Fast Fiction was a market stall, magazine, mail order distributor and news sheet that played a key role in the history of British small press comics. It existed in its various forms from 1981 through to 1990 under the stewardship of Paul Gravett, Phil Elliott and Ed Pinsent.

The name was taken from a Classics Illustrated knock-off spotted in the Overstreet Comic Book Price Guide.

History
Paul Gravett started the Fast Fiction stall at the bimonthly Westminster Comics Mart in London, England, in 1981, selling imported European comics, or bande dessinée. Having discovered that interesting new comics were being published in short-run photocopy form he contacted the creators and offered to sell their comics on his stall and through mail order. Initially, this was done for free with a small percentage cut being introduced later. The Fast Fiction stall became the de facto social centre for small press publishers along with the adjoining pub, The Westminster Arms.

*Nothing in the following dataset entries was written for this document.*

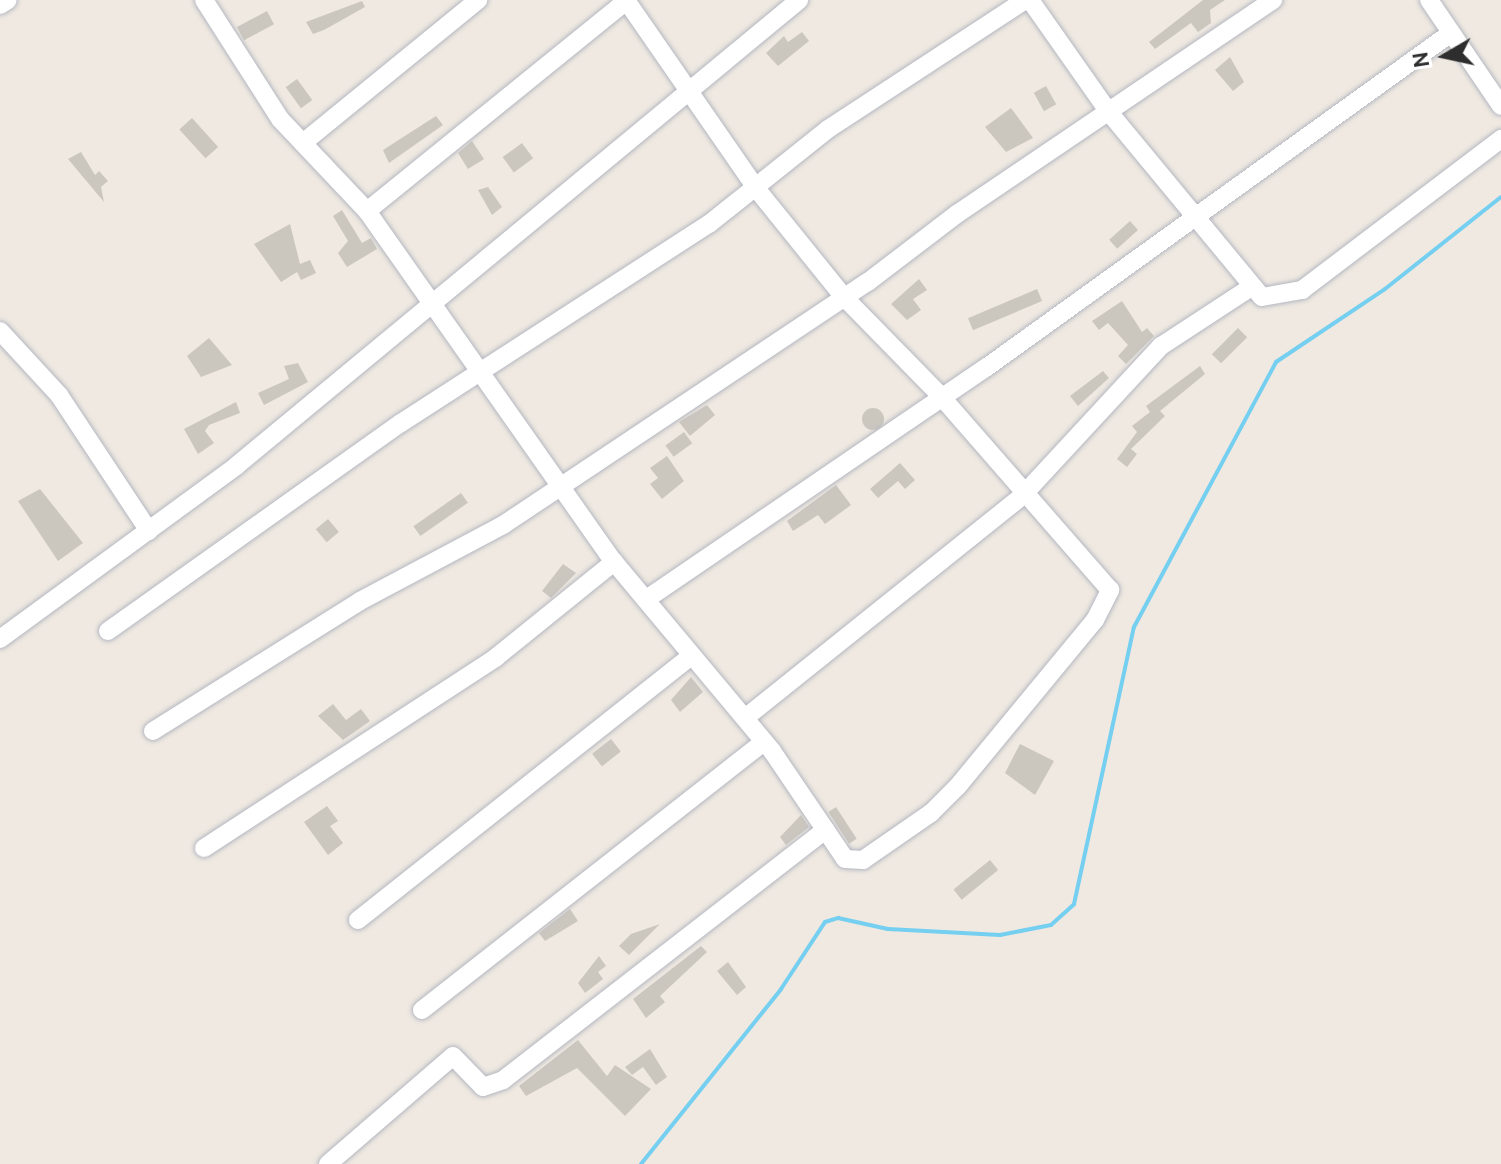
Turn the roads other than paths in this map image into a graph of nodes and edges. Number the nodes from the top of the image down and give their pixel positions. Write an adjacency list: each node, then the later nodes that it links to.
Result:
1 (8, 0): 9 (street)
2 (204, 0): 15 (street)
3 (478, 0): 15 (street)
4 (799, 0): 11 (street)
5 (1028, 0): 13 (street); 16 (street)
6 (1273, 0): 13 (street)
7 (1429, 0): 10 (street)
8 (627, 1): 11 (street); 17 (street)
9 (0, 5)
10 (1451, 33): 12 (street); 18 (street)
11 (692, 94): 16 (street); 21 (street)
12 (1501, 106)
13 (1108, 111): 18 (street); 20 (street)
14 (1501, 139): 19 (street)
15 (304, 142): 17 (street)
16 (756, 188): 20 (street); 23 (street)
17 (367, 211): 21 (street)
18 (1195, 218): 19 (street); 24 (street)
19 (1251, 287): 26 (street)
20 (843, 296): 24 (street); 25 (street)
21 (431, 306): 23 (street); 27 (street)
22 (0, 331): 27 (street)
23 (481, 374): 25 (street); 30 (street)
24 (939, 394): 26 (street); 29 (street)
25 (560, 483): 28 (street); 34 (street)
26 (1023, 495): 33 (street); 36 (street)
27 (149, 531): 31 (street)
28 (614, 562): 29 (street); 37 (street)
29 (648, 598): 32 (street)
30 (108, 631)
31 (0, 639)
32 (692, 655): 33 (street); 38 (street)
33 (745, 718): 35 (street)
34 (153, 731)
35 (764, 742): 36 (street); 39 (street)
36 (825, 830): 40 (street)
37 (204, 848)
38 (358, 920)
39 (422, 1010)
40 (328, 1164)

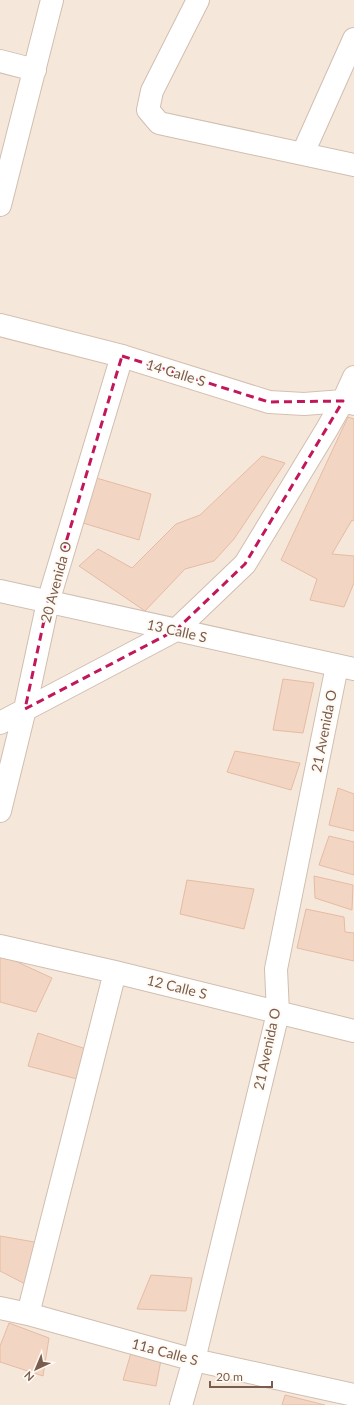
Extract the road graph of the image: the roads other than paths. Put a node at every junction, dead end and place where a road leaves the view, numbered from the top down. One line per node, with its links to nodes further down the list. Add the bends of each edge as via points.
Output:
1 (52, 0): 5 (street)
2 (198, 0): 6 (street, via 152,91 148,110 159,123)
3 (354, 39): 6 (street)
4 (0, 61): 5 (street)
5 (35, 70): 8 (street)
6 (303, 153): 7 (street)
7 (354, 165)
8 (0, 205)
9 (0, 325): 10 (street, 14 Calle S)
10 (122, 356): 12 (street, 14 Calle S, via 269,402); 14 (street, 20 Avenida O)
11 (354, 377): 12 (street)
12 (348, 402): 15 (street, via 327,429 245,564)
13 (0, 591): 14 (street, 13 Calle S)
14 (48, 602): 15 (street, 13 Calle S); 17 (street, 20 Avenida O)
15 (176, 630): 16 (street, 13 Calle S); 17 (street)
16 (346, 668): 22 (street, 21 Avenida O, via 276,969)
17 (25, 709): 18 (street); 19 (street, 20 Avenida O)
18 (0, 723)
19 (0, 811)
20 (0, 946): 21 (street, 12 Calle S)
21 (115, 972): 22 (street, 12 Calle S); 25 (street)
22 (278, 1013): 23 (street, 12 Calle S); 26 (street, 21 Avenida O)
23 (354, 1031)
24 (0, 1308): 25 (street, 11a Calle S)
25 (28, 1314): 26 (street, 11a Calle S)
26 (194, 1360): 27 (street, 11a Calle S); 28 (street, 21 Avenida O)
27 (354, 1395)
28 (181, 1405)

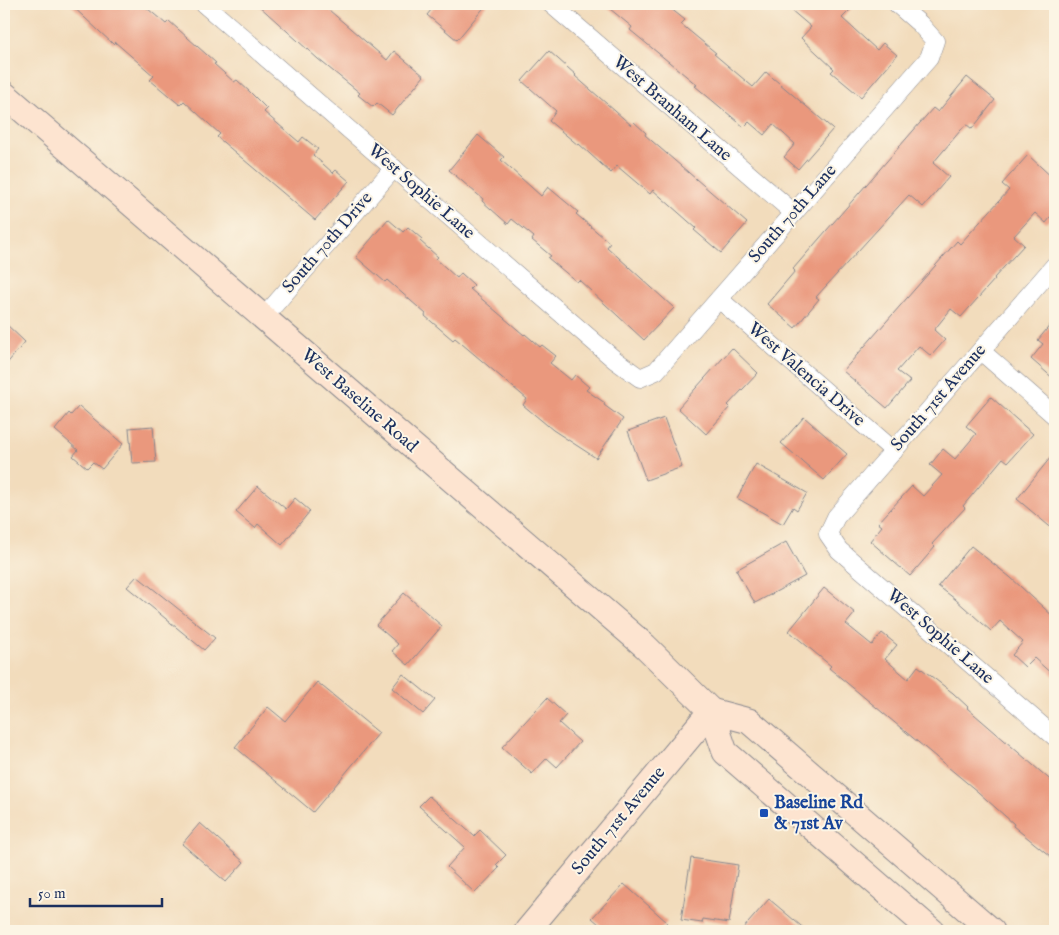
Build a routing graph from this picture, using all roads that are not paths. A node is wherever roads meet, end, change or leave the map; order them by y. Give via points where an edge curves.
1 (204, 4) edge
2 (551, 4) edge
3 (897, 4) edge
4 (4, 94) edge
5 (394, 168) junction
6 (794, 213) junction
7 (1055, 265) edge
8 (719, 299) junction
9 (263, 318) junction
10 (981, 351) junction
11 (640, 378) joint
12 (1055, 416) edge
13 (894, 451) junction
14 (828, 534) joint
15 (710, 711) junction
16 (1055, 737) edge
17 (527, 931) edge
18 (932, 931) edge
19 (992, 931) edge

1 - 5 street, West Sophie Lane
2 - 6 street, West Branham Lane
3 - 6 street, South 70th Lane via 935,41 929,58
4 - 9 main road, West Baseline Road
5 - 9 street, South 70th Drive
5 - 11 street, West Sophie Lane via 615,360
6 - 8 street, South 70th Lane
7 - 10 street, South 71st Avenue
8 - 11 street, South 70th Lane via 656,371
8 - 13 street, West Valencia Drive
9 - 15 main road, West Baseline Road via 645,646
10 - 12 street
10 - 13 street, South 71st Avenue
13 - 14 street, South 71st Avenue via 836,518
14 - 16 street, West Sophie Lane via 840,550
15 - 17 main road, South 71st Avenue
15 - 18 main road, West Baseline Road via 725,752
15 - 19 main road via 749,721

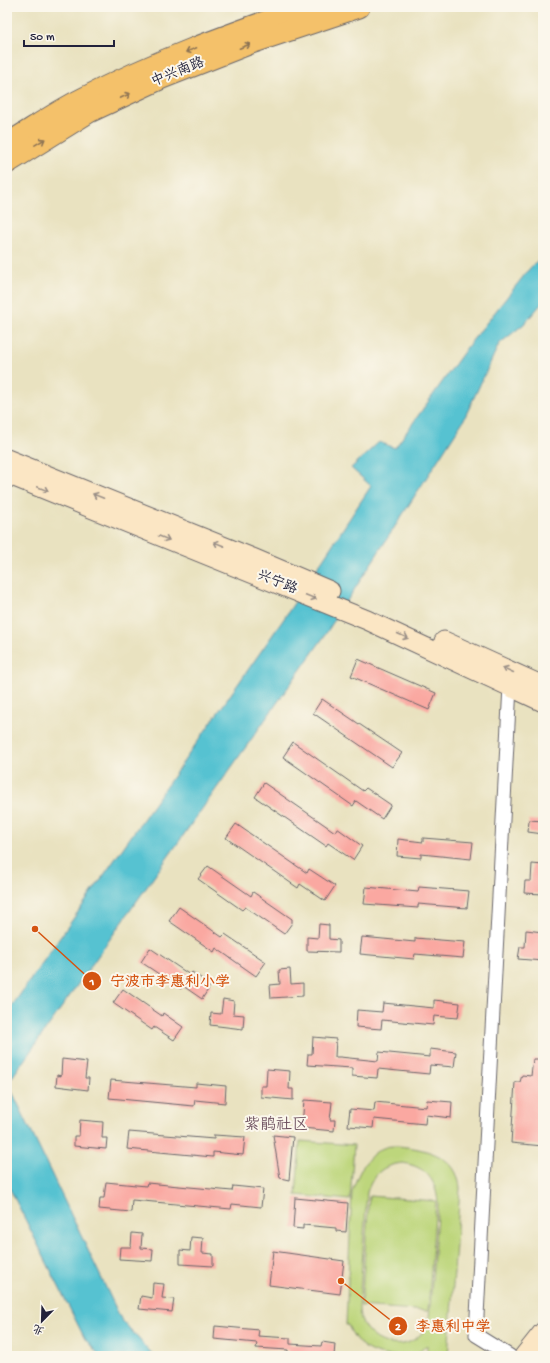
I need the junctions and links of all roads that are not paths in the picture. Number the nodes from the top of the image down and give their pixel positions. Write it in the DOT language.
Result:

Cartoonist Phil Elliott and Ian Wieczorek took over Fast Fiction in late 1981 when Gravett started working for Pssst!, magazine leading to him launching Escape Magazine. The bimonthly stall and mail-order distributor continued along with a regular information sheet listing titles available to order, and a new anthology featuring cartoonists they sold. This was also called Fast Fiction, debuting in 1982 with a print run of 100 copies, and lasting until 1991, with issues #29 and #30 reviewed in Zum! #1.  Ed Pinsent, another cartoonist who had been involved in the cassette culture music trading scene, subsequently took over from Elliott and continued to run things until 1990.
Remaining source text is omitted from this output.